Oxford, MS is a fascinating town. Just an hour or so south of Memphis it is the home of Ole Miss and, like many towns that owe at least a degree of their popularity to the SEC, is the object of many a fall pilgrimage to join the crowd at football games, tailgate parties and reunions with children who have gone away to college.
The University of Mississippi, however, is far from being the only draw in town. Even for those unaffiliated with Ole Miss, Oxford has a reputation as a hospitable weekend destination. There is just enough diversion in this small southern city to keep visitors from wondering why they came without intruding on a general ambiance of genteel southern charm and relaxation.
Travel guides celebrate the literary ambiance of the town that has counted William Faulkner, John Grisham and other fine authors among its residents. Those who enjoy looking at Oxford through that lens can relax while exploring the grounds of Faulkner’s residence at Rowan Oak, visiting his grave, or looking through a collection of his work (and those of other Mississippi authors) at idependently owned Square Books.
Those who prefer still a different perspective on Oxford are welcome to find diversion in the unique boutiques and galleries that surround the old-timey town square, consider the architecture, browse historic markers or sample from a diversity of southern cuisine. Home to Southern Foodways Alliance, Oxford is also known for an abundance of quality restaurants offering everything from southern home-cooking to upscale fine dining served with imagination and charm.
A Beautiful Meal
Last winter we made a brief day trip just to get our bearings. Though it was a cold day the square was bustling and filled with game-day conversations. My husband and I walked briskly from shop to shop around the square. After browsing through fashion, art, and literature we made our way around to Ajax Diner where we hoped to eat a late lunch. It was only by huddling and chatting with the other folks in the line that stretched out onto that sidewalk that we stayed warm enough to brave the wait. I had heard it was worth it though. The late crowd seemed to attest to the fact that it should be.
Finally inside we lucked into the perfect table, at the front, just inside the window. Service was brisk and I ordered a predictable southern meal of catfish, sweet potato casserole and collard greens.
What came to the table a short time later was a beautiful southern meal that was far, but not too far, from predictable. The catfish was fried crispy and flavorful. The sweet potato casserole was smooth but not sticky, and garnished with (not buried in) little marshmallows. It was fragrant with a flavor that was well balanced and bright, rather than weighty.

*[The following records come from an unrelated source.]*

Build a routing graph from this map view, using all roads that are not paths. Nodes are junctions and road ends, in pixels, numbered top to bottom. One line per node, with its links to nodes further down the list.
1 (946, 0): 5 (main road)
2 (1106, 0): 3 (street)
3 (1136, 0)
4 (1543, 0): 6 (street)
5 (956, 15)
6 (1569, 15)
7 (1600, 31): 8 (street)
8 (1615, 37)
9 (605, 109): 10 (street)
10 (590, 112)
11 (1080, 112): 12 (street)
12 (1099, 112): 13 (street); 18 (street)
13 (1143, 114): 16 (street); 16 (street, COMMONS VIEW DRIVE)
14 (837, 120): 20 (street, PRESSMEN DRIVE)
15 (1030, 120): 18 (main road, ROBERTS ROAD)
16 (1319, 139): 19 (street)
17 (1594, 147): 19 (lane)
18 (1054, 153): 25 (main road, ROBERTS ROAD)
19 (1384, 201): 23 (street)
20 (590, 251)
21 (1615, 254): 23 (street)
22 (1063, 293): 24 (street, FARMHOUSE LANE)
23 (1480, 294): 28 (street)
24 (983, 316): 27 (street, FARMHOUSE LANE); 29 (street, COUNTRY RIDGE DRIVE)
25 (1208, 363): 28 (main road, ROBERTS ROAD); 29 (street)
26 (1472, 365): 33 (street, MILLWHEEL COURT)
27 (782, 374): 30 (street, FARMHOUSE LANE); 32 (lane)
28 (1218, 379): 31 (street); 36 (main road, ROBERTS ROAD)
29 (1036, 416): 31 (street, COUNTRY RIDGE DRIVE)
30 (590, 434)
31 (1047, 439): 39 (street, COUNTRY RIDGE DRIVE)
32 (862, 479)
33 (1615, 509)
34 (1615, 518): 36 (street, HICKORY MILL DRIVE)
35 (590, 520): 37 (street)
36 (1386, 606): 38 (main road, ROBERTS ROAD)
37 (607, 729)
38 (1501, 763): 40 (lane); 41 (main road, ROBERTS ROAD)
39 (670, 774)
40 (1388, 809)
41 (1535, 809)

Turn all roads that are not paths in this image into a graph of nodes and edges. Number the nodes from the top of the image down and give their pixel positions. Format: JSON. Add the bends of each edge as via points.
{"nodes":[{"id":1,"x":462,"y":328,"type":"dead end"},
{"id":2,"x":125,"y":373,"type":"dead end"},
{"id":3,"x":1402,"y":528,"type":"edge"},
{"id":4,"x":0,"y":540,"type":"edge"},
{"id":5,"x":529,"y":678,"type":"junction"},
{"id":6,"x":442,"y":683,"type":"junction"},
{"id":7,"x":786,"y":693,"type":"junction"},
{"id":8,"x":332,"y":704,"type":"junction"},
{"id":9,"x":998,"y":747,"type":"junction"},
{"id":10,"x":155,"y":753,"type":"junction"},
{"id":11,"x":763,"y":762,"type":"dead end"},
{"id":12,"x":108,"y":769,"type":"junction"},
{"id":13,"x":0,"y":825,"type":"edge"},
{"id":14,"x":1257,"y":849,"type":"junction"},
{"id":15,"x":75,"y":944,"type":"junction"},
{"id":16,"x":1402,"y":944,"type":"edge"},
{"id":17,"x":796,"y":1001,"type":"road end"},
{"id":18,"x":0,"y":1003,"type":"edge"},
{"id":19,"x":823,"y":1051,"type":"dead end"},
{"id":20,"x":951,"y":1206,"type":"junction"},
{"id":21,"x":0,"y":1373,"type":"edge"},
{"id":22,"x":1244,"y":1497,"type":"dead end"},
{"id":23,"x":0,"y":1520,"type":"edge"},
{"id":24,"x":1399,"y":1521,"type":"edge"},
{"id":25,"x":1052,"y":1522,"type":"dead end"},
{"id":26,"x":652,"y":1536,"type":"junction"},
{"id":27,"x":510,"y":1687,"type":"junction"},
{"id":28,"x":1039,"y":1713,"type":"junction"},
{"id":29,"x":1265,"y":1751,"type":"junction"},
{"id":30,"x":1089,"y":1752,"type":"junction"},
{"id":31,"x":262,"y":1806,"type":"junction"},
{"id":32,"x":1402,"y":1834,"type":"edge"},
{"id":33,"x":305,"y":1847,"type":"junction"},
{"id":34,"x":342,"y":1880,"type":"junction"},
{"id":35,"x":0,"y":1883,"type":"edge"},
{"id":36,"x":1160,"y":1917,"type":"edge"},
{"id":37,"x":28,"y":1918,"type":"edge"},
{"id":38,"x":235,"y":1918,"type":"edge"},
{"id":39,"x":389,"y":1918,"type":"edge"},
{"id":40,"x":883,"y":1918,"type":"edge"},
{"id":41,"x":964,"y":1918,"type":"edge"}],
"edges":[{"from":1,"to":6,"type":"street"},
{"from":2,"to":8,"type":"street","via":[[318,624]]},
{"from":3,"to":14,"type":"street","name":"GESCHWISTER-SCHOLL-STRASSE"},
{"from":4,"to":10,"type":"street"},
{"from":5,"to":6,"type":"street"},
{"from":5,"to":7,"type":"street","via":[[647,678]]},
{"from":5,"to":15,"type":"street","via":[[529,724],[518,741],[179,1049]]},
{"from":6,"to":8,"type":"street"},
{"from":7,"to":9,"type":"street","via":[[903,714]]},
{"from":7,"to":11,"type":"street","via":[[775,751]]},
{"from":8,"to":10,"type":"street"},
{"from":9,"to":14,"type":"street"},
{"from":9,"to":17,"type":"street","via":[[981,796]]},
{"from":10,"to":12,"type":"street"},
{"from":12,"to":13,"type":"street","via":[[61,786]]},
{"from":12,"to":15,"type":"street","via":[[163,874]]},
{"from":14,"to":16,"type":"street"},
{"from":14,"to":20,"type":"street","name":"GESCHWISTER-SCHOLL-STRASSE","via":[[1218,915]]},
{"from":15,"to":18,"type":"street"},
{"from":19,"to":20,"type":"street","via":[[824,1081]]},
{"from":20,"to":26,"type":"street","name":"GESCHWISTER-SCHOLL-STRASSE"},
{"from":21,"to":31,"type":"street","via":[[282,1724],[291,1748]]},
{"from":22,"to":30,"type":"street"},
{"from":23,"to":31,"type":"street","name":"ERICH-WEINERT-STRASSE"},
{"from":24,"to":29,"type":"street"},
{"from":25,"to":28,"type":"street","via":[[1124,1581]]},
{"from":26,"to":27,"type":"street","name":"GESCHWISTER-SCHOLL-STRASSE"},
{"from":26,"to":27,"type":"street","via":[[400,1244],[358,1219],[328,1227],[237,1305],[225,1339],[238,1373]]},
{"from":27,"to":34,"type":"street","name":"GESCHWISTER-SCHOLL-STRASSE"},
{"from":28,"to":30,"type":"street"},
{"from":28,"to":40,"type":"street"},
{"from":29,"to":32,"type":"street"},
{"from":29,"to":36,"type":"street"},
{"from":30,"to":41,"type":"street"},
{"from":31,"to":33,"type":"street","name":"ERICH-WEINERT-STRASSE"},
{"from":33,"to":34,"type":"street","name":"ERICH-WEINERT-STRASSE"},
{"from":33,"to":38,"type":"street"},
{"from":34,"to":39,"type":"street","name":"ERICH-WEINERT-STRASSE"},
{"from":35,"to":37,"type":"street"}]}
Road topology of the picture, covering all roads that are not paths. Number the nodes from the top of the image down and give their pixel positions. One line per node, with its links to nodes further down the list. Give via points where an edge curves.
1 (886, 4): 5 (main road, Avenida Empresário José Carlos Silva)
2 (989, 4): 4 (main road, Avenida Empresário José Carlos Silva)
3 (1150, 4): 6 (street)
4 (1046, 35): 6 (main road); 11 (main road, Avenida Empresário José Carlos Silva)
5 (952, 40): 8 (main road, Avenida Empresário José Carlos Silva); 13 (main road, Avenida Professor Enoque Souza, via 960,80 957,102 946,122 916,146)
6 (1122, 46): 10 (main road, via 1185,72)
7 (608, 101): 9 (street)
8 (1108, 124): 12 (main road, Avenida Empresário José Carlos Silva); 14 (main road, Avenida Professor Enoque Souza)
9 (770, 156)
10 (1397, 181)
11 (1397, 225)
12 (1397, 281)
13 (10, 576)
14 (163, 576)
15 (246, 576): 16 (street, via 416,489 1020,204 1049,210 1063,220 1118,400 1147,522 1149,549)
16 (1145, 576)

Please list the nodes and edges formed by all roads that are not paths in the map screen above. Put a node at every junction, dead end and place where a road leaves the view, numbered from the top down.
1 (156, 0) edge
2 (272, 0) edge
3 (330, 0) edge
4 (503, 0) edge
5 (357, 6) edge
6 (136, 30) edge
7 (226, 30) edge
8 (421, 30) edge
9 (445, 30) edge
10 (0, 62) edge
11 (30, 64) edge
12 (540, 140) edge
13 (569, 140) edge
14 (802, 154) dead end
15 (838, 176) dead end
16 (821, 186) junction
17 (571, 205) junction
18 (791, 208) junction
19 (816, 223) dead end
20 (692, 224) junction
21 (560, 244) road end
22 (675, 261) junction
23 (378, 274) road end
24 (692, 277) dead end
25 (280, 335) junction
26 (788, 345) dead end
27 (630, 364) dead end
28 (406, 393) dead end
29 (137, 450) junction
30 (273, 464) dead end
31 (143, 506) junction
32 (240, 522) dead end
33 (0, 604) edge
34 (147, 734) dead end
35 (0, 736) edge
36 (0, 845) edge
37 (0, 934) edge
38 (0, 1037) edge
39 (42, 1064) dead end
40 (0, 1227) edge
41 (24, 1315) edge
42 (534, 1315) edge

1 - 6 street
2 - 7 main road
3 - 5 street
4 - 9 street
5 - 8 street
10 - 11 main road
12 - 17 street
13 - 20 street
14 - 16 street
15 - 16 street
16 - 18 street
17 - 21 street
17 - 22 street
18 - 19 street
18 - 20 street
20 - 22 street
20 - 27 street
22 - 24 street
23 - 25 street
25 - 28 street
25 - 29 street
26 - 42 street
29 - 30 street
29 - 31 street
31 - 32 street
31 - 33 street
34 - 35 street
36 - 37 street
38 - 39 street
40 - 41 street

The collard greens were tender and nicely seasoned.
A Little Closer to Home
On a return trip to Oxford last weekend we were open to more of a leisurely visit, complete with sight-seeing and a brief stay at a popular B&B. We hoped to expand our culinary horizons and try a few more of the restaurants in town. However, I did insist on another lunch at Ajax Diner. While I have enjoyed a good bit of southern cooking over the years I can’t say that I have eaten southern style home cooking at any restaurant where I enjoyed it more.
While Ajax Diner was crowded when we arrived, with every table taken, we did not have to wait but a few moments before seats opened up on this visit. Still summer season in Oxford there were no game-day crowds or conversations, but also no luck finding a table with a view of The Square. This time we sat in a rather shabby booth at the back of the diner, with views of the artwork and festive lights. While darker and somewhat less comfortably inviting than the area up front the service remained brisk and friendly.
This time I ordered a little closer to home. My first time at Ajax Diner I had ordered southern classics that are not a part of my personal kitchen repertoire. I can’t even imagine frying crispy flavorful Southern Fried Catfish in my kitchen. I do however make Chicken and Dumplings quite often, from an old family recipe. And I rarely cook Turnip Greens at home but I do cook southern style Green Beans that my family loves almost as much as I do. This time at Ajax Diner I ordered their Chicken and Dumplings, along with Green Beans and Squash Casserole.
When my lunch arrived I was glad to see that the dumplings at Ajax were the flat (or slick) kind, the kind we always ate when I was growing up and that I make at home. The broth was thicker than in my version, almost like gravy, but well spiced and with chunks of tender chicken. Though I couldn’t eat nearly all of my serving I enjoyed it.
The Green Beans were also well spiced and flavorful. They seemed a tad sweet but nicely balanced with a lingering taste of pepper. And the Squash Casserole? It was amazing! Made with lots of squash in bright yellow skins that were substantive but tender without being mushy, and just the right amount of crumb to bind the casserole. There was nothing cheesy or complicated about it, just well executed home-style cooking. No wonder I couldn’t finish the Chicken and Dumplings. I ate every last bite of that Squash Casserole.
Finishing up a fine lunch at Ajax Diner we were ready to find our way to Rowan Oak for a visit with Faulkner’s legacy before coming back to The Square for dinner at City Grocery.